Elis era reativa às perguntas que sempre chegavam como cobranças. "Vocês queriam o quê? Que eu cantasse Prenda Minha?". Ela não tinha ligação com a raiz cultural histórica gaúcha. Isso a fez sair do universo gaúcho muito cedo e buscar suas referências nos discos de jazz.
Logo, essas referências trouxeram um sotaque de fora. Essa musicalidade se transferiu para a fala. É engraçado, nunca ouvi um sotaque marcante em Elis. Ela aprendia idiomas rapidamente. Pronunciava francês, inglês e espanhol muito bem. Tinha facilidade de pegar a sonoridade verbal.
Não me parece que ela tenha negado o Rio Grande do Sul. É como se tivesse adotado um sotaque muito particular para ela, como se não soubesse de onde é. Ela não queria o peso da tradição, ela rompe com as tradições e se torna uma cantora planetária. Elis não foi traidora de nada, pois não jurou alguma fidelidade.

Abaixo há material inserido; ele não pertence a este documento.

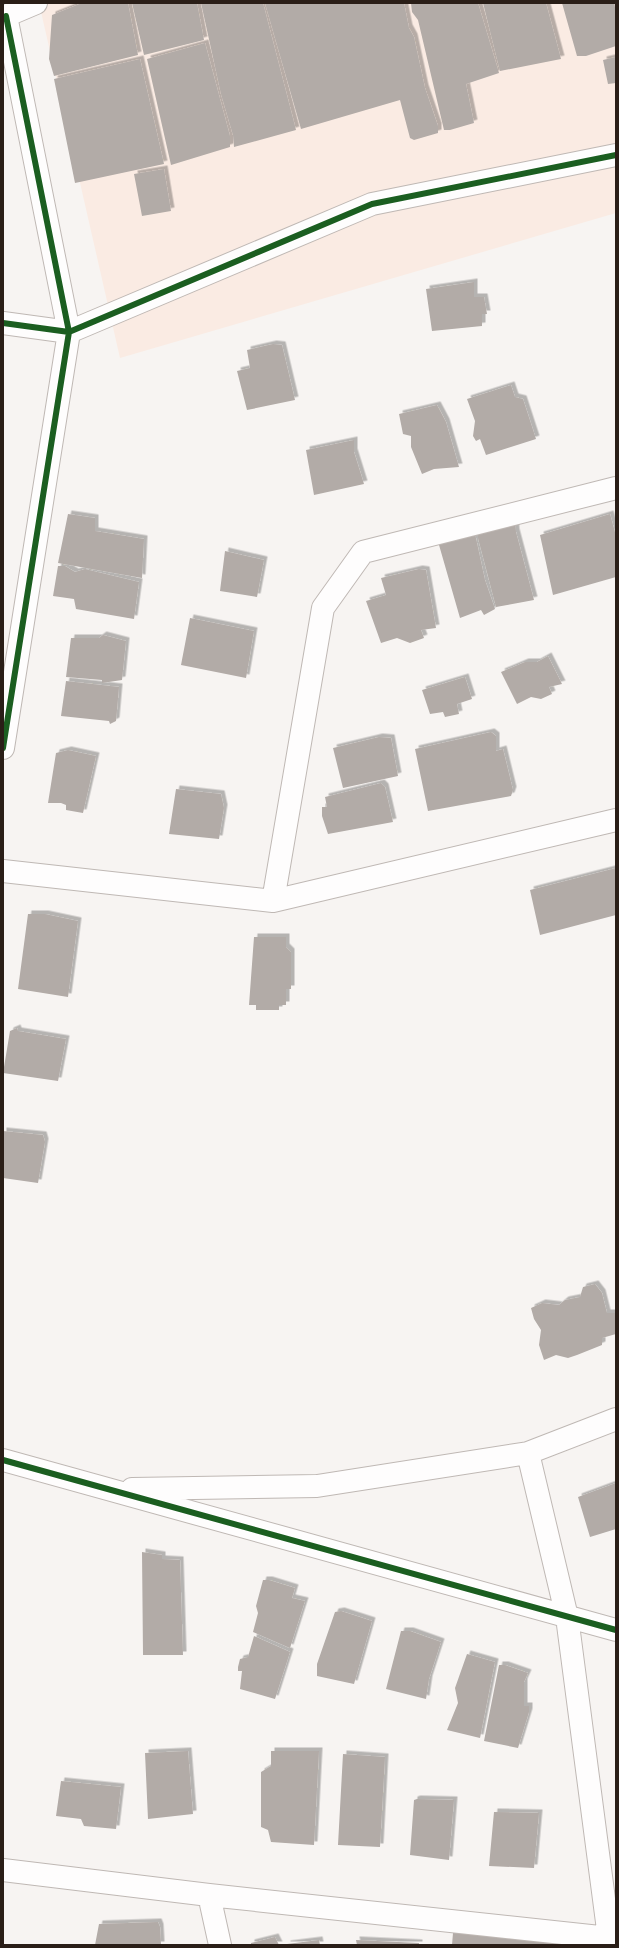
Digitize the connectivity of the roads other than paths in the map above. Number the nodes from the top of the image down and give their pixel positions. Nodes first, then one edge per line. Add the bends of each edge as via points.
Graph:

Elis visava ser uma cidadã do mundo, como a própria declarou em entrevista. E, de fato, foi aclamada na França e em outros países. Porém, não investiu tanto assim nisso. Elis não queria consolidar uma carreira internacional?
Ela teve essa chance ao gravar com o saxofonista Wayne Shorter, que ia apresentar Elis para o mundo. Houve uma briga do americano com Cesar Camargo no estúdio. Para mim, esse conflito foi usado como pretexto para que ela não fosse gravar esse disco. Ali estava rompendo uma linha imaginária: a Elis sob comando e direção artística do Cesar, desde 1972.
Quando veio essa possibilidade de internacionalização, havia um potencial de cantora de jazz. É uma jazzista brasileira. O disco que a mostraria para o mundo não existiu, pois esse álbum foi bombardeado pelo Cesar. Na minha leitura, ele se viu ameaçado: "Como vai ser se essa mulher sair do meu domínio musical?" Não seria o piano dele, mas sim do Herbie Hancock e outros músicos de fora.
Mas acho que o projeto também foi sabotado pela própria Elis: se ela quisesse, ia mover mundos e fundos para estar lá fora e fazer esse disco acontecer, com ou sem o Cesar. Mas não faz isso. Ao não fazer, para mim, é a própria Elis dizendo que queria ficar aqui, cantar em sua língua, e não interessa ser essa cantora no mundo ou morar nos Estados Unidos. Creio que esse conjunto da obra faz Elis recusar uma carreira internacional.

Teve um momento em que Elis começou a discursar que queria levar seu show para dentro de uma fábrica na época do Saudade do Brasil. Dizia coisas como "eu não vou a show apresentado por patrão" ou que era filha de um chefe de expediente de uma fábrica de vidro. Esse discurso de Elis se sustentava na prática?
Ela tinha essa consciência de classe, sim. Tinha um compromisso com as pessoas mais desfavorecidas do país, mas não sei se conseguiu chegar até elas como queria, o tempo todo.
Elis tinha sonhos que não se confirmaram ou não conseguiu realizar. Sair pelo Brasil fazendo o show Falso Brilhante em periferias ou lugares em que as pessoas não pudessem pagar. Ela chegou a excursionar pelo Brasil realizando apresentações em universidades, mas queria mais. Existia o sonho de ir para a massa.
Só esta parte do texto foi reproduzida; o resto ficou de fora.